▸ **Exercise directions**:
Copy all the records exactly, but keep the pictures out of your version.

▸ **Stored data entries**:

━━━━━━━━━━

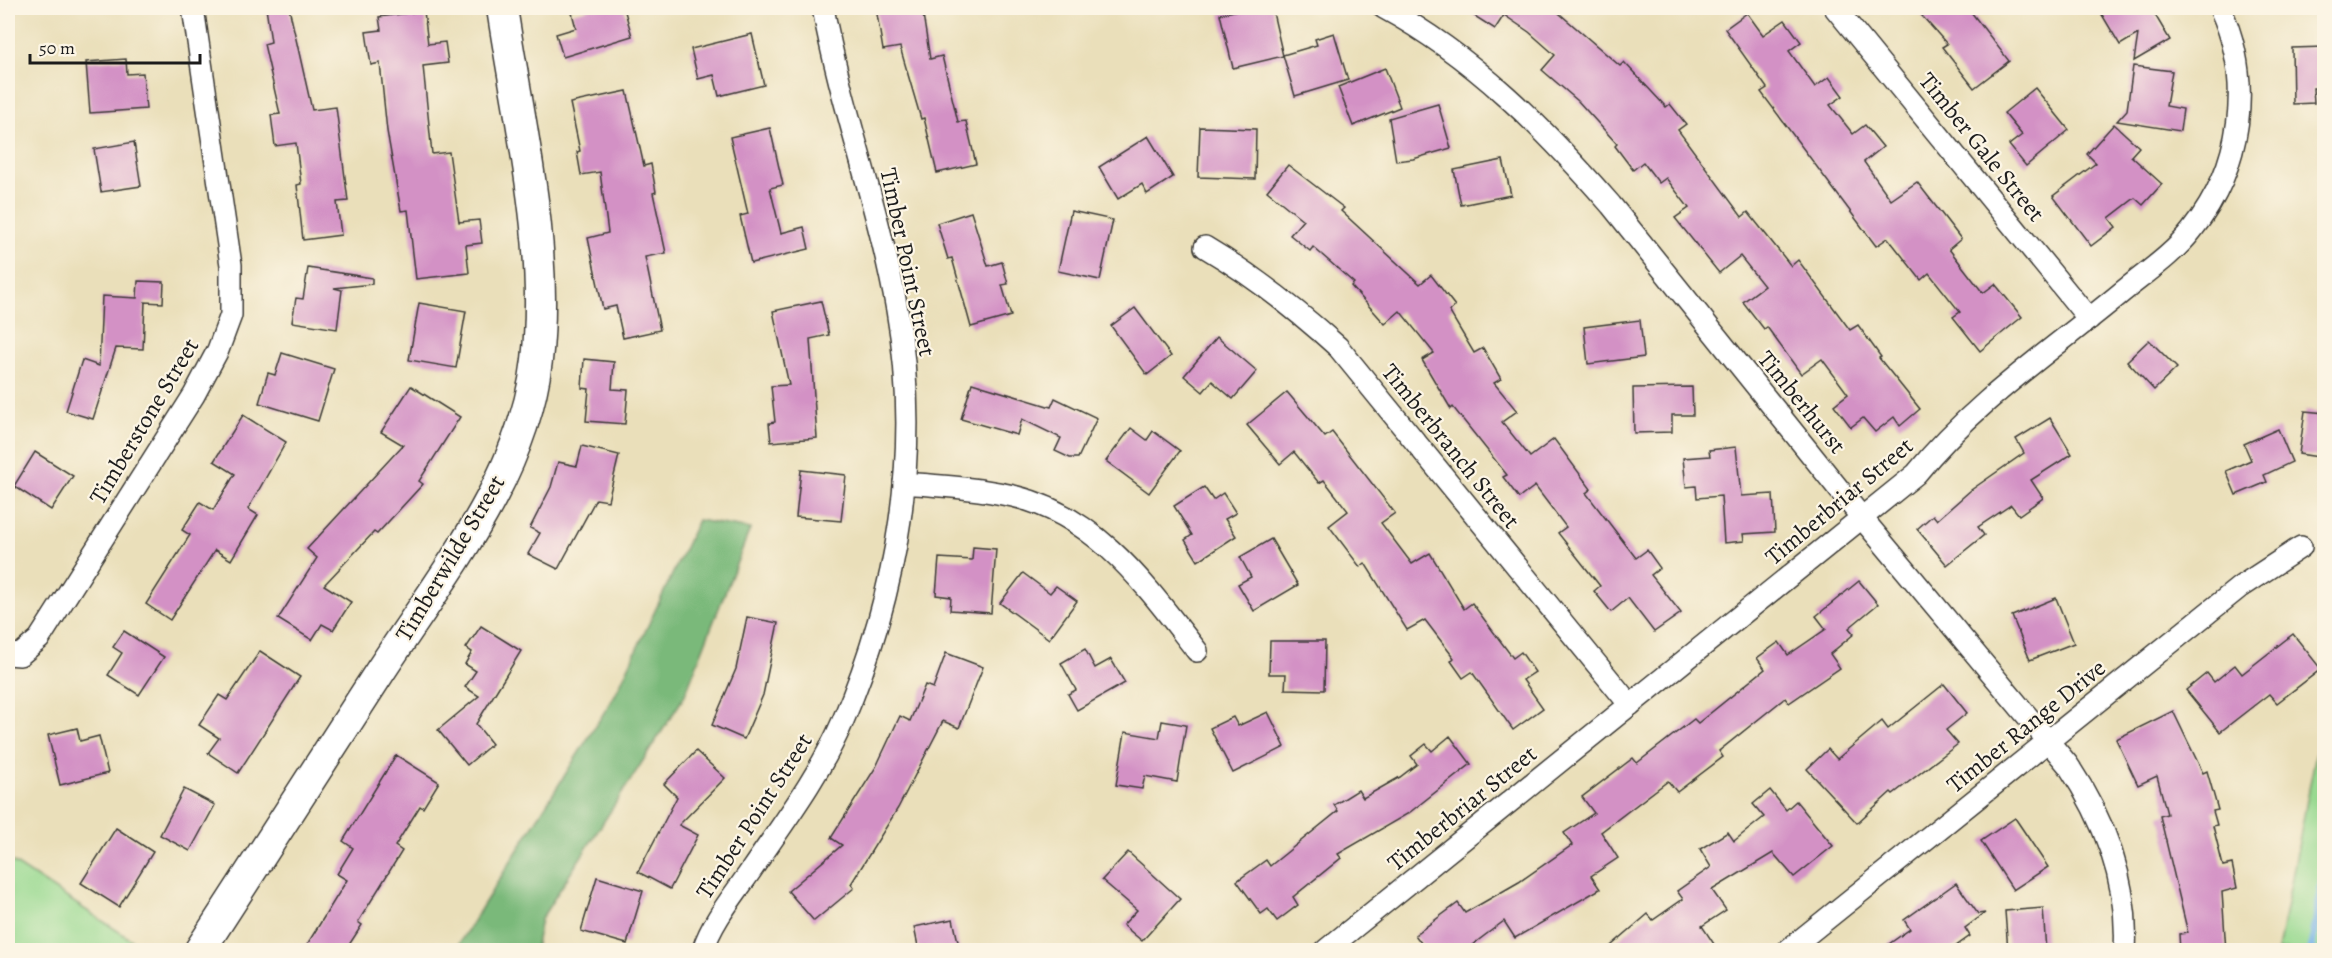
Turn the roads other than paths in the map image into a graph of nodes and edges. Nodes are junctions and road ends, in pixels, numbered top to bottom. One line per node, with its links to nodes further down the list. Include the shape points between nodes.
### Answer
1 (194, 8): 13 (street, Timberstone Street, via 231,264 231,315 194,395 39,639)
2 (502, 8): 16 (street, Timberwilde Street, via 540,274 537,361 529,399 515,442 478,521)
3 (823, 8): 9 (street, Timber Point Street, via 835,73 897,309 906,366)
4 (1384, 8): 10 (street, Timberhurst, via 1461,59 1526,112 1569,157)
5 (1836, 8): 8 (street, Timber Gale Street)
6 (2220, 8): 8 (street, Timberbriar Street, via 2232,45 2239,92 2232,160 2218,193 2192,232)
7 (1205, 247): 14 (street, Timberbranch Street, via 1245,270 1338,347)
8 (2089, 319): 10 (street, Timberbriar Street, via 1982,406 1916,474)
9 (904, 483): 12 (street, via 992,492 1062,515 1104,541 1122,558); 17 (street, Timber Point Street, via 887,597 869,657 841,726 805,793 727,905)
10 (1862, 518): 14 (street, Timberbriar Street); 15 (street, Timberhurst)
11 (2301, 548): 15 (street, Timber Range Drive, via 2240,586)
12 (1197, 651)
13 (14, 655)
14 (1630, 705): 18 (street, Timberbriar Street)
15 (2049, 741): 19 (street, Timber Range Drive); 20 (street, Timberhurst, via 2087,794 2111,847 2124,907)
16 (200, 951)
17 (703, 951)
18 (1326, 951)
19 (1788, 951)
20 (2125, 951)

━━━━━━━━━━

▸ **Reply to the task**:
Turn the roads other than paths in the map image into a graph of nodes and edges. Nodes are junctions and road ends, in pixels, numbered top to bottom. One line per node, with its links to nodes further down the list. Include the shape points between nodes.
### Answer
1 (194, 8): 13 (street, Timberstone Street, via 231,264 231,315 194,395 39,639)
2 (502, 8): 16 (street, Timberwilde Street, via 540,274 537,361 529,399 515,442 478,521)
3 (823, 8): 9 (street, Timber Point Street, via 835,73 897,309 906,366)
4 (1384, 8): 10 (street, Timberhurst, via 1461,59 1526,112 1569,157)
5 (1836, 8): 8 (street, Timber Gale Street)
6 (2220, 8): 8 (street, Timberbriar Street, via 2232,45 2239,92 2232,160 2218,193 2192,232)
7 (1205, 247): 14 (street, Timberbranch Street, via 1245,270 1338,347)
8 (2089, 319): 10 (street, Timberbriar Street, via 1982,406 1916,474)
9 (904, 483): 12 (street, via 992,492 1062,515 1104,541 1122,558); 17 (street, Timber Point Street, via 887,597 869,657 841,726 805,793 727,905)
10 (1862, 518): 14 (street, Timberbriar Street); 15 (street, Timberhurst)
11 (2301, 548): 15 (street, Timber Range Drive, via 2240,586)
12 (1197, 651)
13 (14, 655)
14 (1630, 705): 18 (street, Timberbriar Street)
15 (2049, 741): 19 (street, Timber Range Drive); 20 (street, Timberhurst, via 2087,794 2111,847 2124,907)
16 (200, 951)
17 (703, 951)
18 (1326, 951)
19 (1788, 951)
20 (2125, 951)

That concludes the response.